Set up the best environment for your puppy. Since you can’t be with your puppy every minute of the day, set up a puppy playpen. X-pens work great for this. Put newspapers or puppy pads on the floor (so accidents don’t matter), a crate with soft bedding for sleeping, and a shallow box lined with puppy pads for relieving himself. When puppy is very young, help him to find the puppy pads by gently placing him there. soon he will find it on his own. When you take your puppy outside, put some soiled puppy pads on the grass where you want him to go. This should be the same place every time. The smell of urine and feces will encourage him to go.
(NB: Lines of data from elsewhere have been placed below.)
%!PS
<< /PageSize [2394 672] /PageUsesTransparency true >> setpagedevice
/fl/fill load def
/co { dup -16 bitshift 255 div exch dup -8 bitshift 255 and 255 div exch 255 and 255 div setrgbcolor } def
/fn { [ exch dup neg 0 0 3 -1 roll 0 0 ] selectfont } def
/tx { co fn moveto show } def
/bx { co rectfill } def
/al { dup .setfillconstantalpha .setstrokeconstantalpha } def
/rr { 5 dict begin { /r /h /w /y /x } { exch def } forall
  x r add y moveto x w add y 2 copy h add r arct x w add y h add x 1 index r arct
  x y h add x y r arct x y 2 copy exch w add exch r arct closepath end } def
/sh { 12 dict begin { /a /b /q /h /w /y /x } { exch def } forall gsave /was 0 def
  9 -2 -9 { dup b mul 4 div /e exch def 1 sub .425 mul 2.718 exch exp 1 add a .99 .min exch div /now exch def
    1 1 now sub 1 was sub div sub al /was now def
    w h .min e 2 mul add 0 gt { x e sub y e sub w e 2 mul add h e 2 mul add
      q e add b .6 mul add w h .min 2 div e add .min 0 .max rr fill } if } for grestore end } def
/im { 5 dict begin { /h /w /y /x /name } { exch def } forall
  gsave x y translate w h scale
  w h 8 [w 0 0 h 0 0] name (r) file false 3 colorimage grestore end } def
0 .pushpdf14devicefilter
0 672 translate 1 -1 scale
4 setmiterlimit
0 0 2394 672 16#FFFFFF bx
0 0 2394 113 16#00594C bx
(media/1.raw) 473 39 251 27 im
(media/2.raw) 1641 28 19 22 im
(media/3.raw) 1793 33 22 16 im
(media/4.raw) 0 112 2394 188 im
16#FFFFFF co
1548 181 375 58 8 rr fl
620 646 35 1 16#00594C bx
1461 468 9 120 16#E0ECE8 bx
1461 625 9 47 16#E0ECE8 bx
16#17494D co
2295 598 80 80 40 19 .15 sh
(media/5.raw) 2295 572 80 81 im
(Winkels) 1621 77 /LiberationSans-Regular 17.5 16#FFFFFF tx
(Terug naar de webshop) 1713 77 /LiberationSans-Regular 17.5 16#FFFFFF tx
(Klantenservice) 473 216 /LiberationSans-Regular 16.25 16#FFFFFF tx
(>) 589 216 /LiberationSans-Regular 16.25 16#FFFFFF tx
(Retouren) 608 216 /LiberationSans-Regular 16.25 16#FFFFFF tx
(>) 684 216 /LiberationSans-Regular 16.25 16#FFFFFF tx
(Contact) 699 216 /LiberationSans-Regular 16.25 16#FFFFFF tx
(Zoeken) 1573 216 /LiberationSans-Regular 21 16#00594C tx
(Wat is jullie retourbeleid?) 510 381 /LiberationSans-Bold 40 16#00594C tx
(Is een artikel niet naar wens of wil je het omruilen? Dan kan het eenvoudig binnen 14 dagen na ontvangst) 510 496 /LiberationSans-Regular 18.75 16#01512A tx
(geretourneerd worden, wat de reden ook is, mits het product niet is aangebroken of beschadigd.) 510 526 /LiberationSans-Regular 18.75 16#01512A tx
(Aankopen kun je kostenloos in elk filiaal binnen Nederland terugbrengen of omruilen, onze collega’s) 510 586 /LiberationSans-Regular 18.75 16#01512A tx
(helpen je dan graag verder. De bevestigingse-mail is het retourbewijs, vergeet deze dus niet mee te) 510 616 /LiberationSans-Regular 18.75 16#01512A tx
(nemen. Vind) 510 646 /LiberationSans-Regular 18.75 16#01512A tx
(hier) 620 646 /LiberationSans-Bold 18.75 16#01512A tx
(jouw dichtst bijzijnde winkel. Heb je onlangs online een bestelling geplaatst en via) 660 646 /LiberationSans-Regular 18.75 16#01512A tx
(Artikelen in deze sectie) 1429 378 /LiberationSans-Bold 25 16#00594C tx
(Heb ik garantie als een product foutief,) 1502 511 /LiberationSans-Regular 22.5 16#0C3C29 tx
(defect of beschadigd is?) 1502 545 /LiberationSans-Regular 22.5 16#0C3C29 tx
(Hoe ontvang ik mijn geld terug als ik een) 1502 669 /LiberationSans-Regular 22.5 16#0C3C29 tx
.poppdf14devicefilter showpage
Keep track of your puppy’s schedule. Puppies need to go out the instant they wake up, after every meal, and after play. Immediately take them outside to their designated potty area or put them in their playpen. Sometimes they can’t tell if they are going until it happens. Don’t punish your puppy for mistakes. It will make him distrust you and hide elimination from you. Keep your puppy in their puppy playpen at night. They will use the potty box if they have to go during the night. As they get older they will be able to hold it during the night.
Don’t expect too much too soon. The first few months are like infancy, when things are pretty hit or miss. Up to six months is like toddler-hood for some breeds. Remember to have patience, set your puppy up for success and be consistent. Don’t expect too much too soon.
Click and treat for using the right places. When you take your puppy outside WATCH HIM! Click just as they are beginning to finish. Give them a treat and a lot of praise and petting. The click tells your puppy exactly what he did to make you so pleased. Your puppy will remember that and will try it again to gain a reward.
Develop a cue for eliminating. When your puppy is going in the right places, come up with a verbal cue like “Go Potty” or “Do Your Duty”. Watch your puppy. When he looks as if he is about to go, say the cue word, let them go, then click and treat. With time and consistency, the cue word will “remind” them to go even without a click or treat.